"Es que todavía me parece increíble...por fin me siento bien de verdad, ya no siento ese vacío y esa angustia dentro... no me hace falta el síntoma, me sale hacer cosas para cuidarme sin esfuerzo... he acabado mis estudios bien, voy a trabajar y me apetece, y me siento capaz, quiero tener amigos, incluso una pareja cuando surja, increíble!... Estoy tan contenta... gracias de verdad, después de tantos tratamientos estaba agotada... y siento que esto ya es para siempre de verdad..."

Chica joven, diagnóstico de anorexia nerviosa no purgativa de larga evolución, conductas autolíticas, historia de bullying y trauma.

"Nunca me había relacionado así con mis padres...hasta ahora sólo había castigos, control y movidas... Ahora hacemos cosas juntos, nos reímos, y me dejan estar a lo mío, porque ya no les preocupa que esté mal o que me vaya a hacer daño... Antes pensaba que yo era malo, que nunca iba a poder ser normal... ¡Es una pasada!"

Chico adolescente con diagnóstico de trastorno de conducta y ataques de pánico.

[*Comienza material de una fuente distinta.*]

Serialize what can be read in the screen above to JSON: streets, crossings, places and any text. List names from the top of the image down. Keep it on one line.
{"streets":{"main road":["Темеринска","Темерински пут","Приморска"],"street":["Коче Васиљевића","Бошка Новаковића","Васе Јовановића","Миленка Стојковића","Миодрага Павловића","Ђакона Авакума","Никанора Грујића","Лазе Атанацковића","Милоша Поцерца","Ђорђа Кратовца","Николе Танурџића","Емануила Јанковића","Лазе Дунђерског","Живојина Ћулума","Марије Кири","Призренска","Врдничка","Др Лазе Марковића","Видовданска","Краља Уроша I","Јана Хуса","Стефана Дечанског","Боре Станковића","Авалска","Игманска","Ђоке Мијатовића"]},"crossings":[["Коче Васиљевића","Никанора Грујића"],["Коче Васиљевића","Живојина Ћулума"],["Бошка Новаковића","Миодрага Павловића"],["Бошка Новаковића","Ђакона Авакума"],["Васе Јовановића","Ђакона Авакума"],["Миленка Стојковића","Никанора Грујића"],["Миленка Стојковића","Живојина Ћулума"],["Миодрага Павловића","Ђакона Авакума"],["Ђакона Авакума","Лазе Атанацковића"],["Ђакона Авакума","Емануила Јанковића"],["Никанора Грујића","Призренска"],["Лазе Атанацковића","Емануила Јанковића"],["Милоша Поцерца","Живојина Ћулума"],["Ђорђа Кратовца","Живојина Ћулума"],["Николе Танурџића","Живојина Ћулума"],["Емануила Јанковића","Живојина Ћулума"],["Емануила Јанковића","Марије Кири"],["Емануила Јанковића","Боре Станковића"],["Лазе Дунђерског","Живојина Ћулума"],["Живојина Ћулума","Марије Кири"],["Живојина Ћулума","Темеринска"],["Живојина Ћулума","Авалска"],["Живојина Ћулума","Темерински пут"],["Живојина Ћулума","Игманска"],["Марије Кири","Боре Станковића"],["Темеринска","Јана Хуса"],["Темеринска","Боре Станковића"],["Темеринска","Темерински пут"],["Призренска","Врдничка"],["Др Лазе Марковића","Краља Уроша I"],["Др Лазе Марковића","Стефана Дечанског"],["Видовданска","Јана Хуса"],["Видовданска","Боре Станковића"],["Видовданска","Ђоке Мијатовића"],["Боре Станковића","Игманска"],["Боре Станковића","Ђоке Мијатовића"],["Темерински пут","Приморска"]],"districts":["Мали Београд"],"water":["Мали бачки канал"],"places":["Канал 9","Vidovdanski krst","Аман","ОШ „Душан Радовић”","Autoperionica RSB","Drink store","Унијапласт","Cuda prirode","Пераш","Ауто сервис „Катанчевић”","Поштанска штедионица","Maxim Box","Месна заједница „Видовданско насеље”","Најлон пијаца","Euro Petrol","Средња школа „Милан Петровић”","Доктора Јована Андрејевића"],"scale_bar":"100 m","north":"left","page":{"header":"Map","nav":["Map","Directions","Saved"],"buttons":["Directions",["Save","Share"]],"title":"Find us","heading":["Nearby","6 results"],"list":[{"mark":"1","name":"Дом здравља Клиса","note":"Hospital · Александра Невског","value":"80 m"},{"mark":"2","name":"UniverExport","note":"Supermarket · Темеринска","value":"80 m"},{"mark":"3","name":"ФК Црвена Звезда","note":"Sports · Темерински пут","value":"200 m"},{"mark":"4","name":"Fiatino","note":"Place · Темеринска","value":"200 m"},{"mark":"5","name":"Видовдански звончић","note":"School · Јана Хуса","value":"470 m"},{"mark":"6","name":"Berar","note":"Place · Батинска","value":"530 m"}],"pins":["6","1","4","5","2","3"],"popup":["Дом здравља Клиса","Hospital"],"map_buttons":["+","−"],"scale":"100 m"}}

"No puedo dejar de pensar en toda la vida que me he perdido...pero también pienso en que menos mal que ahora ya siento que puedo hacerlo todo... Es como si me hubiera cambiado el cerebro, jajaja, soy otra persona, mucho mejor, claro...Esto lo tendría que hacer todo el mundo vamos..."

Mujer adulta, diagnóstico de trastorno de personalidad límite, historia de trauma, sintomatología autolesiva, adictiva y bulímica.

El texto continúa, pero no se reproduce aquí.